27 October 2023
Daimler boss’s wife ‘inspired’ feminine One-O-Four model
The fight for women’s equality proves how far we’ve come since the early days
“Here – for the first time – is a car specially designed to appeal to the woman who has very definite ideas about the car she wants her husband to buy,” read an ad in 1955.
“While to all outward appearances this special One-O-Four is entirely suitable for everyday business use, [it also has many] luxury features carrying a strong feminine appeal.”
Today, of course, most women would find the idea of a car maker aiming to woo them with a special set of maps, rugs, a picnic set and an in-dash vanity case containing Max Factor cosmetics insulting.
Indeed, in motoring, as in most aspects of life, it has been a long struggle to eliminate chauvinism. It was actually a woman, Bertha Benz (the wife of Karl), who undertook the first car journey of significant distance in 1885 – and others soon joined her.
An anonymous Brit wrote to us in 1898: “When I made up my mind to have a motor and drive it myself, I found it quite easy. In fact, I think a woman would be a better driver than a man. I am surprised at not seeing more ladies driving [alone].”
However, society being as it was (women couldn’t yet vote or open a bank account and few had jobs), men often complained about this. “Women should not drive,” one asserted in 1905.
“Their place is in the home; they are out of place in a motor. Women have not the nerve to steer [one on] a crowded street.”
When Britain’s men had to fight in the Great War, driving jobs had to be filled by women – which was helpful to their cause. A lieutenant colonel wrote that many had joined up with no experience, making for “nerve-racking times”, but “since then thousands have acquired the necessary skill and experience and have been and are still replacing [men] with extraordinary success”.
It became more acceptable for women to lead independent lives in the 1920s, so many more took up driving. Elizabeth Butler noted the gender split at motor shows looked fairly even and “no firm builds one type of car for a man and another for a woman, their needs as drivers being practically the same”, while ‘Latona’ encouraged the nervous: “Has any woman ever admitted she could not use a pedal sewing machine? No! Well, if she can do that, which means using her feet, hands and brain at the same time, then she can soon drive a car.”
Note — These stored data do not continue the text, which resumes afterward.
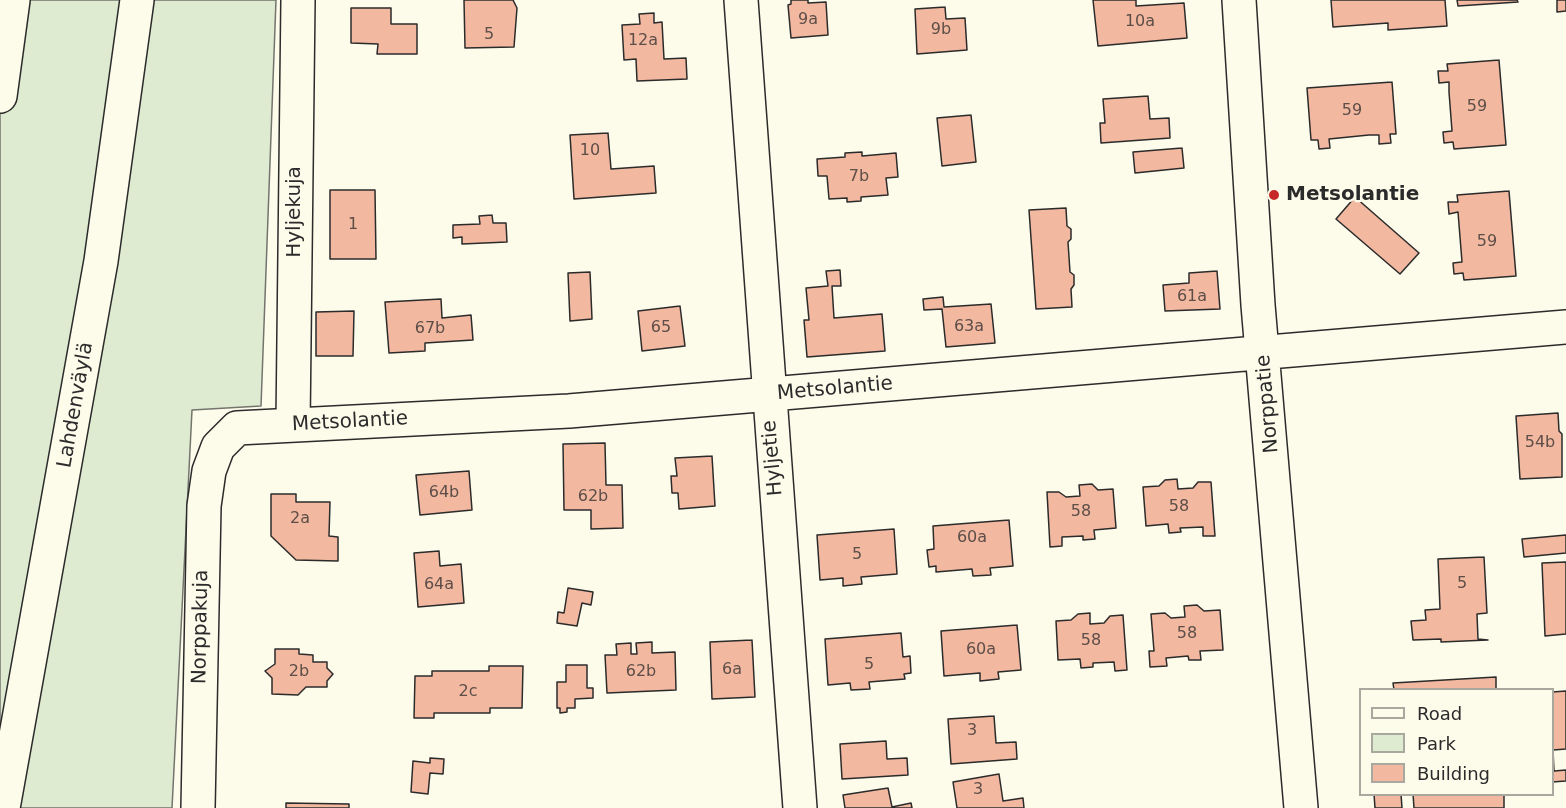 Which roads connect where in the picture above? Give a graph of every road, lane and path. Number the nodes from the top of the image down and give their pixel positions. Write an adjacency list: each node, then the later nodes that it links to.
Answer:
1 (13, 0): 6 (main road)
2 (137, 0): 12 (main road, Lahdenväylä)
3 (298, 0): 10 (main road, Hyljekuja)
4 (741, 0): 9 (main road, Hyljetie)
5 (1239, 0): 8 (main road, Norppatie)
6 (0, 96)
7 (1566, 327): 8 (main road, Metsolantie)
8 (1263, 352): 9 (main road, Metsolantie); 15 (main road, Norppatie)
9 (768, 395): 10 (main road, Metsolantie); 14 (main road, Hyljetie)
10 (293, 424): 11 (main road, Metsolantie)
11 (218, 447): 13 (main road, Norppakuja)
12 (3, 808)
13 (198, 808)
14 (800, 808)
15 (1301, 808)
Yet at the same time, Owen John cried that motoring had “shortened their skirts and docked their hair, invented the flapper [a trendy, fun-loving young woman] as well as the flapper-bracket [the motorcycle pillion] and, worst of all, proved that women can be just as forward as men in the matter of driving”.
Editor Hugo Massac Buist wasn’t impressed, mind you: “It has been the fashion among certain writers on motoring to express openly or insinuate that the great majority of women drivers are more daring than skilful, to put it politely. With this contention we cannot agree.”
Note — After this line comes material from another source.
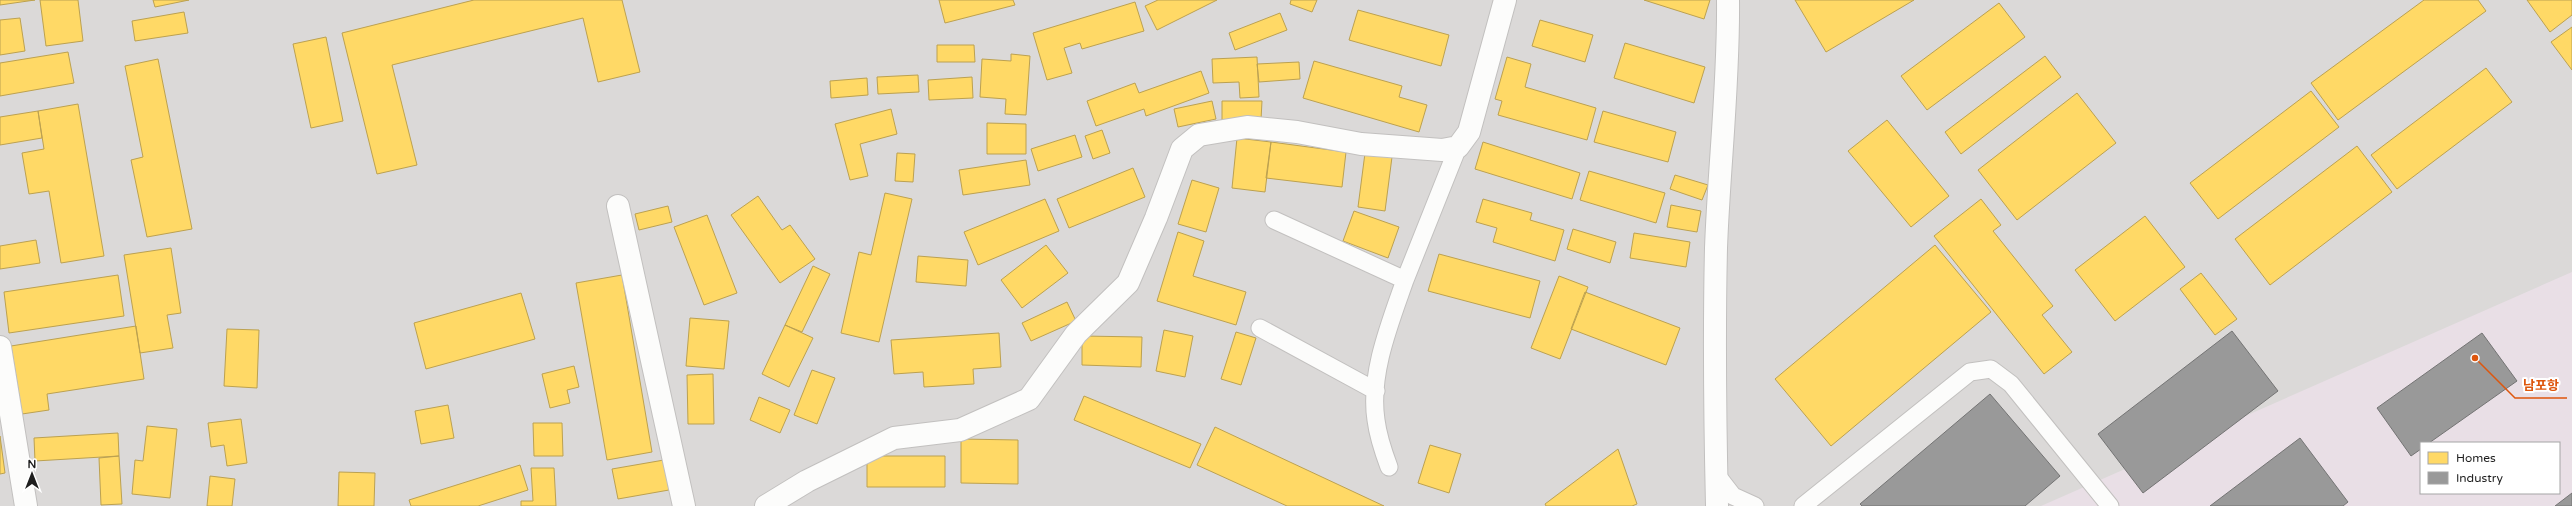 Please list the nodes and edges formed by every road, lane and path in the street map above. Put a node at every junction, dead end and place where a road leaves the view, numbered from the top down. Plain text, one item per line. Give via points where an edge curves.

And he was proved right by the stats: all things being equal, men should have had 7.3 times as many crashes as women, yet it was 12.5 times in reality, we found in the 1930s. (Such a disparity, by the way, has continued to this day.)
Such bashing faded from our pages (if not common opinion) in the 1970s, but then motoring ads started centring more on gender roles and sex. “If it were a lady, it would get its bottom pinched,” boasted Fiat. “If this lady were a car, she’d run you down,” spat back a graffito.
Thankfully, this trend faded fast into the 1980s – whether due to feminist ideas becoming more accepted, more women getting their licences or women entering the workforce en masse, while we stopped publishing motor show pieces in which female writers focused on pretty colours, ease of parking and space for a pram.
In 1935, just 12% of UK driving licences were held by women. In 1975, less than 30%. Now it’s nearly 50%.
And while the industry is still predominantly male, women have an ever-growing role, with major concerns like GM and Peugeot – plus Autocar – being female-led.
We’ve come a long way, then, from there being just one making a Ladies’ Model to indulge its boss’s egotistical wife. Only 49 were sold, by the way, before the Dockers were sacked by a Daimler firm facing bankruptcy partly due to this folly and others similar.